* [EXERCISE DETAILS]: Write all of the entries again. Keep them exactly as they are.

* [RECORDS FOR THE TASK]:
■ ■ ■ ■ ■ ■ ■
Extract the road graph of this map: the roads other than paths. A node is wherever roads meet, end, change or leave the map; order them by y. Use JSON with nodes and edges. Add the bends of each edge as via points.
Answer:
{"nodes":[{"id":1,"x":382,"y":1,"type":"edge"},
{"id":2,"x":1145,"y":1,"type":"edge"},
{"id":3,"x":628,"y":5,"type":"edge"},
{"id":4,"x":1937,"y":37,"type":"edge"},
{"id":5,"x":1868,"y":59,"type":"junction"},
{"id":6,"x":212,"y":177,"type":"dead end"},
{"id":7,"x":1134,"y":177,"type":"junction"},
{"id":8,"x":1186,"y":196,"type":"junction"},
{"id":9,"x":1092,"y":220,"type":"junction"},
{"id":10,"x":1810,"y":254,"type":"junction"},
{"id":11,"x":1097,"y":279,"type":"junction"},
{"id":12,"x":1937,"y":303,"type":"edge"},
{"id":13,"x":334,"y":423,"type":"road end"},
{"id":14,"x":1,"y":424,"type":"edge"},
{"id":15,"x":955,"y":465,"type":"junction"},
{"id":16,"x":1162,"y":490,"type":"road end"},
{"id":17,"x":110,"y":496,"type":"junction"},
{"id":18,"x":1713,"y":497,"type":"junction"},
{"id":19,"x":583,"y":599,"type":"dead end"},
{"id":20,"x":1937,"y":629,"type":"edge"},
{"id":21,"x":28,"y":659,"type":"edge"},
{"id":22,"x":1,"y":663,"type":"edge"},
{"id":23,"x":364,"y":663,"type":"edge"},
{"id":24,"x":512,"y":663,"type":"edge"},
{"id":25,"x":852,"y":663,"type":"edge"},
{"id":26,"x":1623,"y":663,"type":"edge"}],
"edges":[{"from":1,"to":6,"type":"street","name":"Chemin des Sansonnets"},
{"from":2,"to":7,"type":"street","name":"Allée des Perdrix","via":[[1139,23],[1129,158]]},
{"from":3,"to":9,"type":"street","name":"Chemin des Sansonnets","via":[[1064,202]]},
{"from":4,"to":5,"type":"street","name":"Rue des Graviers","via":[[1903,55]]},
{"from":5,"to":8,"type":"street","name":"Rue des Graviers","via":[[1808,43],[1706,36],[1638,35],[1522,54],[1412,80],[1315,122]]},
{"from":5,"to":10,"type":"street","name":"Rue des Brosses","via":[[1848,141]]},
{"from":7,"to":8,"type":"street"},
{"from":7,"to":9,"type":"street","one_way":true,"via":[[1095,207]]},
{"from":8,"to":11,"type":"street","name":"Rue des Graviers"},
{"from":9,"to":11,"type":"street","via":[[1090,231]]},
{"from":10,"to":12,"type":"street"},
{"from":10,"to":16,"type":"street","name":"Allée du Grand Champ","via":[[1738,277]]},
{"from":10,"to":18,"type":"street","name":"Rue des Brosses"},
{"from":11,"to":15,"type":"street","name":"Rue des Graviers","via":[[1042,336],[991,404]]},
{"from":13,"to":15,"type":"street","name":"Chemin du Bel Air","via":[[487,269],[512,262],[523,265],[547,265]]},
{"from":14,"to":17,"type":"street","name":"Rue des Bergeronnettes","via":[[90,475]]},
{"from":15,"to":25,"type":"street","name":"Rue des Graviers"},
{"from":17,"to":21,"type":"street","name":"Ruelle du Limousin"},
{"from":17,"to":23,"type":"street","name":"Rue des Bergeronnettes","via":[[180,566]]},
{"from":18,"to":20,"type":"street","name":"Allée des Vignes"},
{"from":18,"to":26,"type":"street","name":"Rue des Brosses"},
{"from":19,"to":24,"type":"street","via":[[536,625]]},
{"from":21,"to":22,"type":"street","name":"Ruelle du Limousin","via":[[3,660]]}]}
■ ■ ■ ■ ■ ■ ■
* [RESPONSE TO THE TASK]:
Extract the road graph of this map: the roads other than paths. A node is wherever roads meet, end, change or leave the map; order them by y. Use JSON with nodes and edges. Add the bends of each edge as via points.
Answer:
{"nodes":[{"id":1,"x":382,"y":1,"type":"edge"},
{"id":2,"x":1145,"y":1,"type":"edge"},
{"id":3,"x":628,"y":5,"type":"edge"},
{"id":4,"x":1937,"y":37,"type":"edge"},
{"id":5,"x":1868,"y":59,"type":"junction"},
{"id":6,"x":212,"y":177,"type":"dead end"},
{"id":7,"x":1134,"y":177,"type":"junction"},
{"id":8,"x":1186,"y":196,"type":"junction"},
{"id":9,"x":1092,"y":220,"type":"junction"},
{"id":10,"x":1810,"y":254,"type":"junction"},
{"id":11,"x":1097,"y":279,"type":"junction"},
{"id":12,"x":1937,"y":303,"type":"edge"},
{"id":13,"x":334,"y":423,"type":"road end"},
{"id":14,"x":1,"y":424,"type":"edge"},
{"id":15,"x":955,"y":465,"type":"junction"},
{"id":16,"x":1162,"y":490,"type":"road end"},
{"id":17,"x":110,"y":496,"type":"junction"},
{"id":18,"x":1713,"y":497,"type":"junction"},
{"id":19,"x":583,"y":599,"type":"dead end"},
{"id":20,"x":1937,"y":629,"type":"edge"},
{"id":21,"x":28,"y":659,"type":"edge"},
{"id":22,"x":1,"y":663,"type":"edge"},
{"id":23,"x":364,"y":663,"type":"edge"},
{"id":24,"x":512,"y":663,"type":"edge"},
{"id":25,"x":852,"y":663,"type":"edge"},
{"id":26,"x":1623,"y":663,"type":"edge"}],
"edges":[{"from":1,"to":6,"type":"street","name":"Chemin des Sansonnets"},
{"from":2,"to":7,"type":"street","name":"Allée des Perdrix","via":[[1139,23],[1129,158]]},
{"from":3,"to":9,"type":"street","name":"Chemin des Sansonnets","via":[[1064,202]]},
{"from":4,"to":5,"type":"street","name":"Rue des Graviers","via":[[1903,55]]},
{"from":5,"to":8,"type":"street","name":"Rue des Graviers","via":[[1808,43],[1706,36],[1638,35],[1522,54],[1412,80],[1315,122]]},
{"from":5,"to":10,"type":"street","name":"Rue des Brosses","via":[[1848,141]]},
{"from":7,"to":8,"type":"street"},
{"from":7,"to":9,"type":"street","one_way":true,"via":[[1095,207]]},
{"from":8,"to":11,"type":"street","name":"Rue des Graviers"},
{"from":9,"to":11,"type":"street","via":[[1090,231]]},
{"from":10,"to":12,"type":"street"},
{"from":10,"to":16,"type":"street","name":"Allée du Grand Champ","via":[[1738,277]]},
{"from":10,"to":18,"type":"street","name":"Rue des Brosses"},
{"from":11,"to":15,"type":"street","name":"Rue des Graviers","via":[[1042,336],[991,404]]},
{"from":13,"to":15,"type":"street","name":"Chemin du Bel Air","via":[[487,269],[512,262],[523,265],[547,265]]},
{"from":14,"to":17,"type":"street","name":"Rue des Bergeronnettes","via":[[90,475]]},
{"from":15,"to":25,"type":"street","name":"Rue des Graviers"},
{"from":17,"to":21,"type":"street","name":"Ruelle du Limousin"},
{"from":17,"to":23,"type":"street","name":"Rue des Bergeronnettes","via":[[180,566]]},
{"from":18,"to":20,"type":"street","name":"Allée des Vignes"},
{"from":18,"to":26,"type":"street","name":"Rue des Brosses"},
{"from":19,"to":24,"type":"street","via":[[536,625]]},
{"from":21,"to":22,"type":"street","name":"Ruelle du Limousin","via":[[3,660]]}]}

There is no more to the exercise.